Non, le laiton (alliage de cuivre et de zinc, aspect jaune) se revend moins cher que le cuivre pur, autour de 3 à 4 € le kilo en 2026. C'est pourquoi il faut trier : séparez les raccords et robinets en laiton des tuyaux en cuivre nu. Mélangés, l'ensemble sera payé au tarif du métal le moins cher, vous perdez donc de l'argent en ne triant pas.
Faut-il dénuder les fils et nettoyer les tuyaux ?
Oui, cela augmente la valeur. Le cuivre nu et propre se paie plus cher que le cuivre gainé de plastique ou souillé de soudure et de peinture. Dénuder les fils électriques et retirer les résidus des tuyaux peut faire grimper le prix de 20 à 30 %. Pour de gros volumes, l'effort en vaut la peine ; pour quelques mètres, l'écart reste modeste.
Où trouver le cours du cuivre pour ne pas se faire avoir ?
Le cours mondial se suit sur les sites financiers (London Metal Exchange), mais le particulier n'en touche qu'une fraction. Le plus fiable est d'appeler plusieurs récupérateurs pour connaître leur tarif du jour ; certains l'affichent en ligne. Comparer évite de brader un lot important au premier venu.

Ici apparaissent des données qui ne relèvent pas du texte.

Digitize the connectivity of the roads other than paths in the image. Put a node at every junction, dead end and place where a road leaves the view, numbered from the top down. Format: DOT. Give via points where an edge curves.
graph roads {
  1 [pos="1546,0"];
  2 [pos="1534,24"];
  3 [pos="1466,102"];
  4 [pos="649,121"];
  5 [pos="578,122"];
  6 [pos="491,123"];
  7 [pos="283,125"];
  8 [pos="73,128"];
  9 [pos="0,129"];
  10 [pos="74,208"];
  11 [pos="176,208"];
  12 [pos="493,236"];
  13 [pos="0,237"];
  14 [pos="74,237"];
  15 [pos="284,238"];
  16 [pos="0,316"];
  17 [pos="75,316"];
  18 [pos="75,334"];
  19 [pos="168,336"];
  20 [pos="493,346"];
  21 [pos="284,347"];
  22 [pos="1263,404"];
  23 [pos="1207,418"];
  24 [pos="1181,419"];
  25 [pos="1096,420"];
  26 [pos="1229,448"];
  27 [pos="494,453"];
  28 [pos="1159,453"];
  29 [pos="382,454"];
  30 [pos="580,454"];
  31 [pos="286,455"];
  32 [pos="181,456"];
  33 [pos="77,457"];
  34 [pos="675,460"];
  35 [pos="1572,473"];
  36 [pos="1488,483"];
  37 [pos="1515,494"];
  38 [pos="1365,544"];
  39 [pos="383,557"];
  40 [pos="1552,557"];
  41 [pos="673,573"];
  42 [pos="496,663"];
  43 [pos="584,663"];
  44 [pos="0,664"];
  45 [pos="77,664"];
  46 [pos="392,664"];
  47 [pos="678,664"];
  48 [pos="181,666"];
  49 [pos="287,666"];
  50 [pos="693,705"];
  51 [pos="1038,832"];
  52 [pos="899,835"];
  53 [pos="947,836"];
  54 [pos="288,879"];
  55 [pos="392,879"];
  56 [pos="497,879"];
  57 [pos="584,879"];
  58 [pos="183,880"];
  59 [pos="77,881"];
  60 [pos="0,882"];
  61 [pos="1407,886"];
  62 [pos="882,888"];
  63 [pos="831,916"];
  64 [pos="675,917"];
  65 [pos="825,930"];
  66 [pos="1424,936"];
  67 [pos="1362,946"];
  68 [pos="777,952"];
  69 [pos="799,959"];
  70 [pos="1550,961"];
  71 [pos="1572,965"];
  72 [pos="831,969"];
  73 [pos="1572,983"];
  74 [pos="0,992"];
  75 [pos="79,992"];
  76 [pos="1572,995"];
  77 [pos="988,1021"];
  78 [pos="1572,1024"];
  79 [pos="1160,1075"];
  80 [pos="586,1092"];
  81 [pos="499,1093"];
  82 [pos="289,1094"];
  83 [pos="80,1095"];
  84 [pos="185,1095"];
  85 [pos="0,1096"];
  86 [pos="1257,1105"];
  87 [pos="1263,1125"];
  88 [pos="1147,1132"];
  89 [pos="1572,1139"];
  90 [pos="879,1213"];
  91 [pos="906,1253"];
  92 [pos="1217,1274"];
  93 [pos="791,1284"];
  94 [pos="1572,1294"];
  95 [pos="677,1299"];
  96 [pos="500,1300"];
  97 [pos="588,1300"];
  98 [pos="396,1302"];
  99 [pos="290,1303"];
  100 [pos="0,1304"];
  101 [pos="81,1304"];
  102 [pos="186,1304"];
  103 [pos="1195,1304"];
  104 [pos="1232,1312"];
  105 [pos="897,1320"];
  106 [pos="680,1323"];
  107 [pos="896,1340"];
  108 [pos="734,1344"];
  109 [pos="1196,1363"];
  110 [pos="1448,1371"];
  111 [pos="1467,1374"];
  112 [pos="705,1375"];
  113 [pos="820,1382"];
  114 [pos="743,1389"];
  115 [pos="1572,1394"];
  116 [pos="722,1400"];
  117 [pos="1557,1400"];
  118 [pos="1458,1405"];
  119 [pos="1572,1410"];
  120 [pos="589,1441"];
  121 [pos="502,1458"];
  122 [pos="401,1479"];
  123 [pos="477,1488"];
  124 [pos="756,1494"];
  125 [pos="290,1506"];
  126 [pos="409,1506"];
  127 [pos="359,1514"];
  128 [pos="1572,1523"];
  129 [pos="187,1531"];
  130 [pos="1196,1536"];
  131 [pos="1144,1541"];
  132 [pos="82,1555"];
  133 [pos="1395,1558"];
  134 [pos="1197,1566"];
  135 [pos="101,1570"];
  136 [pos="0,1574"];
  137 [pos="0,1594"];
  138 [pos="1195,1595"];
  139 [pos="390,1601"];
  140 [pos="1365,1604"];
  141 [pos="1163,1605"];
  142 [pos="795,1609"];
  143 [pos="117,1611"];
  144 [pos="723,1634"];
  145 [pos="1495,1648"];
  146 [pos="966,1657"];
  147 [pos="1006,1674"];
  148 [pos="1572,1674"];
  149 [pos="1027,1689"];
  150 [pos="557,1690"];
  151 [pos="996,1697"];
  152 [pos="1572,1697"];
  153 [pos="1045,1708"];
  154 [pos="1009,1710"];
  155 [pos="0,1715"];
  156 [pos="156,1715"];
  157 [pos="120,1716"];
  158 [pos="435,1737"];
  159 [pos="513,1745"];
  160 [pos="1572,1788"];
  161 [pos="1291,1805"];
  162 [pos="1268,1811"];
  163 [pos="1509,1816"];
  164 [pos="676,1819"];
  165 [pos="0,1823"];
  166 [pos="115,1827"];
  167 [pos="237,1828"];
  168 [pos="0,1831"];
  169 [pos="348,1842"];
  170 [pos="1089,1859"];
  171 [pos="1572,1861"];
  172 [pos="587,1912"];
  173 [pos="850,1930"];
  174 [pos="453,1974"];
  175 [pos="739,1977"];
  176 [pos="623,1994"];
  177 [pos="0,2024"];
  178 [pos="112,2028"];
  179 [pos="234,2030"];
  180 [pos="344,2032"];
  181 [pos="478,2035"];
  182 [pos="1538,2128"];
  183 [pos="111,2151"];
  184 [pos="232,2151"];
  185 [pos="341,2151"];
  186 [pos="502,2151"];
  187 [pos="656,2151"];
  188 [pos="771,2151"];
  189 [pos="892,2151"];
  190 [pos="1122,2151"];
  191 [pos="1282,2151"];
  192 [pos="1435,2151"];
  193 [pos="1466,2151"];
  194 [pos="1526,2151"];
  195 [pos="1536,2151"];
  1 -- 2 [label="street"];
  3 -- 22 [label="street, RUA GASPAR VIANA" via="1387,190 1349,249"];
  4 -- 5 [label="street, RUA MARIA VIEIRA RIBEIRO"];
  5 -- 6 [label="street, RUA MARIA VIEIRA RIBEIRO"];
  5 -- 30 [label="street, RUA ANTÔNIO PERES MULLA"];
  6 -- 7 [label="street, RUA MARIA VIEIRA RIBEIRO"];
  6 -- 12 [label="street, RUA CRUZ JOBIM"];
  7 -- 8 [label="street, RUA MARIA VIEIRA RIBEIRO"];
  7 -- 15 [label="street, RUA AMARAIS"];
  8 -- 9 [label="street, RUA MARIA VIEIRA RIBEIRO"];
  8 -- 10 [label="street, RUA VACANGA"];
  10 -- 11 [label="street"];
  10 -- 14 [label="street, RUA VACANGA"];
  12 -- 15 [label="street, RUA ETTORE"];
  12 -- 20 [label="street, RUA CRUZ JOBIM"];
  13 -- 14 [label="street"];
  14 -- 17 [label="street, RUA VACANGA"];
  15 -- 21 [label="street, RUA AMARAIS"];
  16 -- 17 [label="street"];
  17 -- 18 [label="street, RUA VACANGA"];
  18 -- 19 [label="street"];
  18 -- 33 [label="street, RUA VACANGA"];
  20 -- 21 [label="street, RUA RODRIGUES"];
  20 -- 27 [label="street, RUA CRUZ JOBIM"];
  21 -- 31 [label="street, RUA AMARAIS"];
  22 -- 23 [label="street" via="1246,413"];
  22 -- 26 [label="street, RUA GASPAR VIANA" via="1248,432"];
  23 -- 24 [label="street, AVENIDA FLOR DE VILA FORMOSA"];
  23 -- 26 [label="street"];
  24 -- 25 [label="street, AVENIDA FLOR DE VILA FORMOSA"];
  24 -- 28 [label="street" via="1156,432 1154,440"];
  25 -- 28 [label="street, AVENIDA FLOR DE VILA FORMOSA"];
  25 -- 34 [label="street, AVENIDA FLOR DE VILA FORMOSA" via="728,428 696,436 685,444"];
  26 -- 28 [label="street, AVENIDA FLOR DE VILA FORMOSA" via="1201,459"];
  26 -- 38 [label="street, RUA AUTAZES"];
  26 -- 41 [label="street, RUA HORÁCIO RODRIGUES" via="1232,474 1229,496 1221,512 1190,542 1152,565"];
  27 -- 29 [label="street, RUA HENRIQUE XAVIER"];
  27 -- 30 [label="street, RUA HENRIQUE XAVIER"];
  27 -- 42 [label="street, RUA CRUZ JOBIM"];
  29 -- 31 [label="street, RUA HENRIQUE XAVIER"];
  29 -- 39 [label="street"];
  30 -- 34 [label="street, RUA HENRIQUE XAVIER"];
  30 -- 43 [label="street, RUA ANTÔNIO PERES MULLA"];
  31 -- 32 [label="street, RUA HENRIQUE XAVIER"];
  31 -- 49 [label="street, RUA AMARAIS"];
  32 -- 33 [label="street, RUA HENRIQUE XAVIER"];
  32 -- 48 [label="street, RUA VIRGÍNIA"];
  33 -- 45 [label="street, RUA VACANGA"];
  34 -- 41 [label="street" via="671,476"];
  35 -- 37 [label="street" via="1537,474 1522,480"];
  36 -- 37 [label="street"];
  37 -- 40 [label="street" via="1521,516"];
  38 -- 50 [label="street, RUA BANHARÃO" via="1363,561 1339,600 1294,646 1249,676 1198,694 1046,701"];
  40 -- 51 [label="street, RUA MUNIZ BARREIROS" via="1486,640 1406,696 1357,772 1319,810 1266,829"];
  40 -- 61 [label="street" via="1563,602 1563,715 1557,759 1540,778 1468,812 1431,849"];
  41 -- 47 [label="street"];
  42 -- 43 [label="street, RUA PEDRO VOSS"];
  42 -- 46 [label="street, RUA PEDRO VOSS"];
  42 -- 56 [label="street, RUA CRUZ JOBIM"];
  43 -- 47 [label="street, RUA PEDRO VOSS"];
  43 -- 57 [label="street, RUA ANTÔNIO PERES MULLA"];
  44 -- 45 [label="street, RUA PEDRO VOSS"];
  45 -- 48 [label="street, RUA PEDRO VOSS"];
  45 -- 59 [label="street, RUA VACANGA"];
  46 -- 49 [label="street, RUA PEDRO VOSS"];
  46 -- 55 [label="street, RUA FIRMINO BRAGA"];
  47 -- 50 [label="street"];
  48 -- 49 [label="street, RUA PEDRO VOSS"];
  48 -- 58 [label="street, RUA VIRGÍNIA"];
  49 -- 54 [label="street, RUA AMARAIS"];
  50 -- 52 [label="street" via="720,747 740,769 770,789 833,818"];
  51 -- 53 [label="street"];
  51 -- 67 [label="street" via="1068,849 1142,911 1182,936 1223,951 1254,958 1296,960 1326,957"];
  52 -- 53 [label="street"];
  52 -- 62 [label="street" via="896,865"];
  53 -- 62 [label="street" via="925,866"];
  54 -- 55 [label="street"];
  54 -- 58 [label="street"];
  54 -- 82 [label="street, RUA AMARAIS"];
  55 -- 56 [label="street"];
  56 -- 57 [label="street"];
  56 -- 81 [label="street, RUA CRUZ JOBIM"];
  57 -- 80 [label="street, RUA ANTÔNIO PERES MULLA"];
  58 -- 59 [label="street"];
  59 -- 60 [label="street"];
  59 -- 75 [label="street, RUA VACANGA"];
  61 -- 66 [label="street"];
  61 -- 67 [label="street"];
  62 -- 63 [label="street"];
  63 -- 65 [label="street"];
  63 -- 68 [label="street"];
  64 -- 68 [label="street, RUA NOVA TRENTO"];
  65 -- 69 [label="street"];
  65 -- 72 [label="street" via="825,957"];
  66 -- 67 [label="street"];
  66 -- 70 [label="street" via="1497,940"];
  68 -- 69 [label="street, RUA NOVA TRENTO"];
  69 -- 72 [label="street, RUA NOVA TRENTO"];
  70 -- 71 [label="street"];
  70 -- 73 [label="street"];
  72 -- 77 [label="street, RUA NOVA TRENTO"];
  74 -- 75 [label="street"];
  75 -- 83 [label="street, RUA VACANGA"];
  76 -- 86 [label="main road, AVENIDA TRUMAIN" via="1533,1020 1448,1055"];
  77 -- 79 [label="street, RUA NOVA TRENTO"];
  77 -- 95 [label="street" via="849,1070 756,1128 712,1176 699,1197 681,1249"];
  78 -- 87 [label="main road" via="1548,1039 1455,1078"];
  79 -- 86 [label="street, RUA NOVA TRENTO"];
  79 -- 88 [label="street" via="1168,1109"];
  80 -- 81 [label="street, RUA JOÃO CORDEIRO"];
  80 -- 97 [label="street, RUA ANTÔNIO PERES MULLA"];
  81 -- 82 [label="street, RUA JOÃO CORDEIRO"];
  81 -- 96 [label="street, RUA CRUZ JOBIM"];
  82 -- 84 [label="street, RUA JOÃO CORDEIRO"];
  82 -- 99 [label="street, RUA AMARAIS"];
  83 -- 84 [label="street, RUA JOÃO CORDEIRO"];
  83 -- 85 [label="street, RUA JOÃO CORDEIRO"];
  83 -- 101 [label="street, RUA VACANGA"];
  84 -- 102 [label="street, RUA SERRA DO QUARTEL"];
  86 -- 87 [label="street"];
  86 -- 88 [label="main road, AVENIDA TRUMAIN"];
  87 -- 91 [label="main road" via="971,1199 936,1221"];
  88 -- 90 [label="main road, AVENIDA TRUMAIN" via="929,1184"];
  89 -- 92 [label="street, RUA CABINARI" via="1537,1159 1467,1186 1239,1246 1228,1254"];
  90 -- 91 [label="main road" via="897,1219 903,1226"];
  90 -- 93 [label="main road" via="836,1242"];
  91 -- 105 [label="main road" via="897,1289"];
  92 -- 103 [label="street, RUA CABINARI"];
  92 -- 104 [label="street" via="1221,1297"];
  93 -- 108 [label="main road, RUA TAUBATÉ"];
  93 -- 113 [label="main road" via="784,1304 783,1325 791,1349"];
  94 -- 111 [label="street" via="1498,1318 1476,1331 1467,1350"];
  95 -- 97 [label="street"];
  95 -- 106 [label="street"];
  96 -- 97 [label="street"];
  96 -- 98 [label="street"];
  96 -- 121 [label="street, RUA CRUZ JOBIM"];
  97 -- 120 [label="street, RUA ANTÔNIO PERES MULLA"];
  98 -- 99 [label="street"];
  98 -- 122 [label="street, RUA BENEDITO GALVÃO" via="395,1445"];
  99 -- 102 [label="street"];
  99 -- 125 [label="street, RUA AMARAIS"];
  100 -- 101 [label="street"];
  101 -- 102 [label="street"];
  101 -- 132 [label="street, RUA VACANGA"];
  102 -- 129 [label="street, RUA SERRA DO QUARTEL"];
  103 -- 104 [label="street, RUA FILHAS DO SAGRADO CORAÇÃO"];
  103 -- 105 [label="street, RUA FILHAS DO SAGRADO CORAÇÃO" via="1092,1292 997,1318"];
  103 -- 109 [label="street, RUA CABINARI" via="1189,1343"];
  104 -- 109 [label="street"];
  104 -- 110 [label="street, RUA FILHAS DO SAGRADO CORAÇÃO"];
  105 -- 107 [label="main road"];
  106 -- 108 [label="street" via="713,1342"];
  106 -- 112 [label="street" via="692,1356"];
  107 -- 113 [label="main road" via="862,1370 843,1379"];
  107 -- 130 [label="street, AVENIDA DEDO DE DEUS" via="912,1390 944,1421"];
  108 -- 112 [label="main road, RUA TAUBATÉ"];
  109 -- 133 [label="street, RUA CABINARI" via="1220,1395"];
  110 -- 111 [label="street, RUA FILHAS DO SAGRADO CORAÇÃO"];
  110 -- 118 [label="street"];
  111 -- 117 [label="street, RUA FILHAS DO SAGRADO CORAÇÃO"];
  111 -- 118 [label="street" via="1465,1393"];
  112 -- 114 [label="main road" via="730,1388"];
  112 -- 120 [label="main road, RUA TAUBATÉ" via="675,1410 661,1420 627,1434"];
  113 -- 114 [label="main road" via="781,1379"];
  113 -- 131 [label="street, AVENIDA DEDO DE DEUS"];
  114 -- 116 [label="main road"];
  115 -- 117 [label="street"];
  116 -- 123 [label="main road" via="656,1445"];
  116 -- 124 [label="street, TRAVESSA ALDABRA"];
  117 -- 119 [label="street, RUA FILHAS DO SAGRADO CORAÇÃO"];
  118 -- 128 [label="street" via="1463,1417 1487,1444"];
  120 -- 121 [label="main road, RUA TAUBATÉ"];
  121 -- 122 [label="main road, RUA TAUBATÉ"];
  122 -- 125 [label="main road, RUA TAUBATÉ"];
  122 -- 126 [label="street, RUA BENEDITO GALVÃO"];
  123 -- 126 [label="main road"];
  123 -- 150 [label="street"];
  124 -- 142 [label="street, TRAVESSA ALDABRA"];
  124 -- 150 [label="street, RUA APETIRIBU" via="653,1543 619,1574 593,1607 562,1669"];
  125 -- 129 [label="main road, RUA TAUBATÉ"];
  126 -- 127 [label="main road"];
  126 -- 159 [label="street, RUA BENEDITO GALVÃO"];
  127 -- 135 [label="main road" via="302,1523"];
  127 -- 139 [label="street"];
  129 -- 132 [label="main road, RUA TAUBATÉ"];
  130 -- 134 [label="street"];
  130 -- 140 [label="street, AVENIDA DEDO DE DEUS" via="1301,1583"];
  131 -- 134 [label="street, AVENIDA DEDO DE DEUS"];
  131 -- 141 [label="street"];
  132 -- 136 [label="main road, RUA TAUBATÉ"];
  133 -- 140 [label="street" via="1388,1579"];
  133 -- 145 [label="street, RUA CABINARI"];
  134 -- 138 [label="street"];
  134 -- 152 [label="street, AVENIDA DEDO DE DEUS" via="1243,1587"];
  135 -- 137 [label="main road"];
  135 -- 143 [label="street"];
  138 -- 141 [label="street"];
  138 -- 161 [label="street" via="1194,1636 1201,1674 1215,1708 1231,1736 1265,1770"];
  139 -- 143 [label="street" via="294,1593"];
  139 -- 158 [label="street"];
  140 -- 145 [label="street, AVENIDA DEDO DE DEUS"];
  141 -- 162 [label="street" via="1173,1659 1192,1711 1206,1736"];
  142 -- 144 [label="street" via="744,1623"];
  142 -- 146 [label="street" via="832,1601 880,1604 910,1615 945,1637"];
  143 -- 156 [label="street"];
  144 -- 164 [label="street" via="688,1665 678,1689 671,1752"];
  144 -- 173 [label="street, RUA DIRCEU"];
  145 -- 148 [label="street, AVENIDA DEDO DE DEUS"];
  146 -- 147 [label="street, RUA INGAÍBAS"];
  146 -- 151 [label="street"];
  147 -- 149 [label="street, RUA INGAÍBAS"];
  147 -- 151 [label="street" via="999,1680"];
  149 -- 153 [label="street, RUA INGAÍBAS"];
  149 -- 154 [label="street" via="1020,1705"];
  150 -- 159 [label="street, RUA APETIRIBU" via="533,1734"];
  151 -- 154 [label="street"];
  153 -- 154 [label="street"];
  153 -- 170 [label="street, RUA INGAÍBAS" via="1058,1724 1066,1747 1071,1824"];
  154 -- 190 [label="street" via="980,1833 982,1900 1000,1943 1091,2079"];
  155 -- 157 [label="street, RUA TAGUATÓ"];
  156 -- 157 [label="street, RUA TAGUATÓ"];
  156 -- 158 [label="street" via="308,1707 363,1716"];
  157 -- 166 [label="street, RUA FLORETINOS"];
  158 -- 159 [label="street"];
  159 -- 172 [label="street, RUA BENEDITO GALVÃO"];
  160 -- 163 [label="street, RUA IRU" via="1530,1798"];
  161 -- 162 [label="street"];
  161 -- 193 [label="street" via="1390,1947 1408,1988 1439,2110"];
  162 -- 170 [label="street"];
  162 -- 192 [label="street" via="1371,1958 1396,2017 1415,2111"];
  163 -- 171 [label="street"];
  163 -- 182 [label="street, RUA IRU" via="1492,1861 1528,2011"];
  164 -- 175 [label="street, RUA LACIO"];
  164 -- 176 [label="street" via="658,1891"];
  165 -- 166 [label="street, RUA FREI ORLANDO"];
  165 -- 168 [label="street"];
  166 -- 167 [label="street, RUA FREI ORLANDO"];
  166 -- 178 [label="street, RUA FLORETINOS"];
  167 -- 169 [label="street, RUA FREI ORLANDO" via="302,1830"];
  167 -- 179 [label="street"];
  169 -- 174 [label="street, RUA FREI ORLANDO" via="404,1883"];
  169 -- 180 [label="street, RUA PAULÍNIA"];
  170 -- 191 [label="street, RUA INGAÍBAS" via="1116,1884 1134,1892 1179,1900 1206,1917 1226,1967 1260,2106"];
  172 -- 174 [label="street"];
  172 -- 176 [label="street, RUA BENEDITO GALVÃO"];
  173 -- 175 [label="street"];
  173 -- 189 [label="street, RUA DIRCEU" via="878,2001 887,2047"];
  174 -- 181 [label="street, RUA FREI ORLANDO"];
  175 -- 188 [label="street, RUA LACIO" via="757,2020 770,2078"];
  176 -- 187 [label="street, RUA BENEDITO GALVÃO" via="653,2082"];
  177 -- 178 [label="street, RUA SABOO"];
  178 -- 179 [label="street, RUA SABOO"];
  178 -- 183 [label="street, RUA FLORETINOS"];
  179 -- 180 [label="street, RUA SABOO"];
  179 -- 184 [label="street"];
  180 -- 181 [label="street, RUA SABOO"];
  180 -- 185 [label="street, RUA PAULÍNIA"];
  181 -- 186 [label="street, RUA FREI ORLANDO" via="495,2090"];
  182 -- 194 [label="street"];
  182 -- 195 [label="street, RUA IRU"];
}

Puis-je le faire moi-même sans risque ?
Oui pour les gestes simples décrits ici, à condition de couper l'eau (et l'électricité si un appareil est concerné) avant d'intervenir. Dès qu'il faut souder, toucher au gaz ou ouvrir un appareil sous garantie, confiez la suite à un professionnel : une erreur coûte souvent plus cher que l'intervention.
Combien de temps prend ce type d'intervention ?
Pour un bricoleur équipé, comptez de 30 minutes à 2 heures selon l'accessibilité et l'état des pièces. Un artisan expérimenté va deux à trois fois plus vite, diagnostic compris. Prévoyez toujours une marge : un raccord grippé ou une pièce introuvable peut rallonger l'opération.
Le geste est-il couvert par mon assurance habitation ?
L'assurance couvre les dégâts des eaux consécutifs (plafond du voisin, parquet gondolé), pas la réparation de la pièce d'origine ni l'usure normale. Conservez photos et factures : elles accélèrent l'indemnisation si la panne provoque un sinistre. En location, l'entretien courant revient au locataire.
Quelles marques de pièces privilégier ?
Restez sur des fabricants reconnus — Geberit, Grohe, Wirquin, Siamp, Watts, Comap — dont les pièces détachées restent disponibles des années. Une pièce premier prix se remplace souvent deux fois plus vite, et les cotes approximatives compliquent l'étanchéité. En magasin, apportez l'ancienne pièce pour comparer.
Faut-il couper l'eau avant d'intervenir ?
Oui, presque toujours : fermez le robinet d'arrêt local s'il existe, sinon la vanne générale au compteur. Ouvrez ensuite un robinet en point bas pour purger la pression résiduelle. Ce réflexe de 30 secondes évite la giclée au démontage et transforme une réparation simple en intervention sereine.